Identification of CD8(+) T cell subsets that normalize in early-treated people living with HIV receiving antiretroviral therapy

BACKGROUND: Although combined antiretroviral therapy (cART) has decreased the mortality associated with HIV infection, complete immune reconstitution is not achieved despite viral suppression. Alterations of CD8(+) T cells and some of their subpopulations, such as interleukin (IL)-17-producing cells, are evidenced in treated individuals and are associated with systemic inflammation and adverse disease outcomes. We sought to evaluate if different CD8(+) T cell subsets are differentially normalized during a clinical follow-up of people living with HIV (PLWH) receiving suppressive cART. METHODS: We explored the changes in the frequencies, activation/exhaustion phenotypes (HLA-DR, CD38, PD-1, and TIM-3), and function (total and HIV-specific cells expressing CD107a, perforin, granzyme B, interferon [IFN]-γ and IL-17) of CD8(+) T cells from early-treated PLWH receiving cART in a 1-year follow-up, using a multidimensional flow cytometry approach. RESULTS: Despite continuous cART-induced viral suppression and recovery of CD4(+) T cells, after a 1-year follow-up, the CD8(+) T cell counts, CD4:CD8 ratio, PD-1 expression, and IL-17 production by CD8(+) T cells exhibited incomplete normalization compared with seronegative controls.
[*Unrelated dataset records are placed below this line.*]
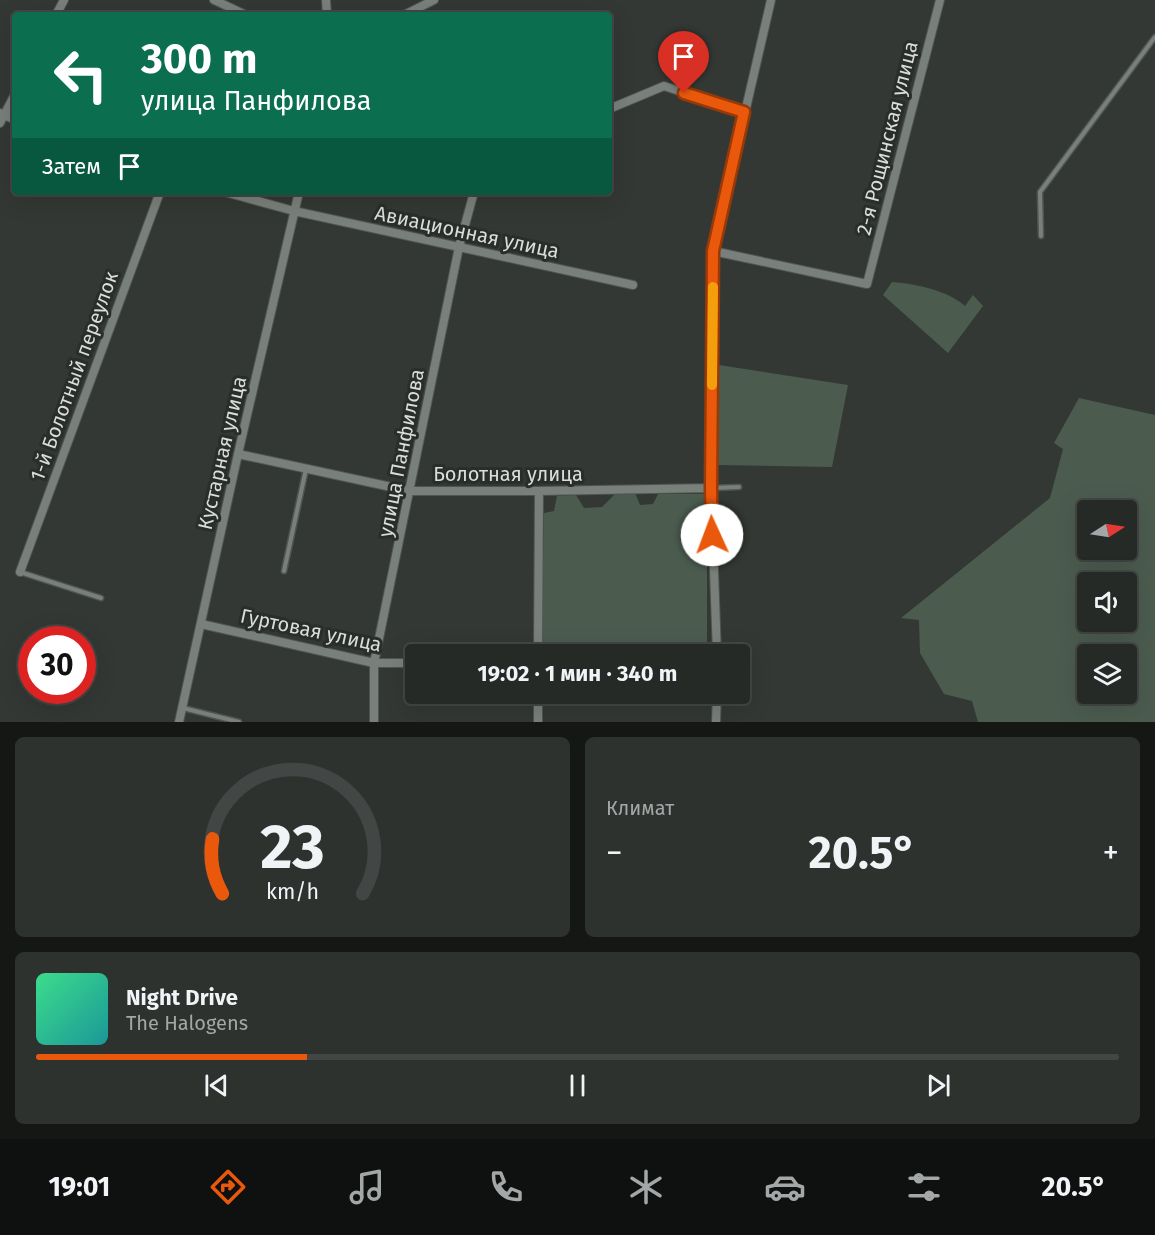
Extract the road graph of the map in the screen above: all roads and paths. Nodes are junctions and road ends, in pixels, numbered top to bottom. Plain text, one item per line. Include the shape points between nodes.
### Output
1 (214, 0) edge
2 (434, 0) edge
3 (771, 0) edge
4 (940, 0) edge
5 (240, 12) edge
6 (410, 12) edge
7 (1155, 37) edge
8 (12, 99) edge
9 (612, 108) edge
10 (744, 112) junction
11 (1, 117) edge
12 (159, 195) edge
13 (236, 195) edge
14 (298, 195) edge
15 (473, 195) edge
16 (294, 211) junction
17 (1041, 236) dead end
18 (459, 247) junction
19 (713, 251) junction
20 (633, 285) dead end
21 (238, 454) junction
22 (306, 469) junction
23 (739, 487) dead end
24 (711, 488) junction
25 (410, 491) junction
26 (539, 492) junction
27 (284, 571) dead end
28 (20, 572) joint
29 (101, 598) dead end
30 (201, 624) junction
31 (538, 644) edge
32 (717, 644) edge
33 (374, 663) junction
34 (405, 663) edge
35 (538, 704) edge
36 (717, 704) edge
37 (182, 708) junction
38 (179, 722) edge
39 (239, 722) edge
40 (374, 722) edge
41 (538, 722) edge
42 (716, 722) edge

1 - 5 street
2 - 6 street
3 - 10 street
4 - 19 street, 2-я Рощинская улица via 867,284
7 - 17 lane via 1040,192
8 - 11 street
9 - 10 street via 664,86
10 - 19 street
12 - 28 street, 1-й Болотный переулок
13 - 16 street, Авиационная улица
14 - 16 street, Кустарная улица
15 - 18 street, улица Панфилова
16 - 18 street, Авиационная улица
16 - 21 street, Кустарная улица
18 - 20 street, Авиационная улица
18 - 25 street, улица Панфилова
19 - 24 street
21 - 22 street, Болотная улица
21 - 30 street, Кустарная улица
22 - 25 street, Болотная улица
22 - 27 lane
23 - 24 lane
24 - 26 street, Болотная улица
24 - 32 street
25 - 26 street, Болотная улица
25 - 33 street, улица Панфилова
26 - 31 street
28 - 29 lane
30 - 33 street, Гуртовая улица
30 - 37 street, Кустарная улица
33 - 34 street, Гуртовая улица
33 - 40 street, улица Панфилова
35 - 41 street
36 - 42 street
37 - 38 street, Кустарная улица
37 - 39 lane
However, the proportion of CD8(+) T cells with an exhausted phenotype (co-expressing PD-1 andTIM-3), and cells co-expressing cytotoxic molecules (Perforin and Granzyme B), reached normalization. CONCLUSIONS: Although suppressive cART achieves normalization of CD4(+) T cell counts, only particular subsets of CD8(+) T cells are more rapidly normalized in PLWH receiving cART, which could be routinely used as biomarkers for therapy efficiency in these patients. SUPPLEMENTARY INFORMATION: The online version contains supplementary material available at 10.1186/s12981-022-00465-0.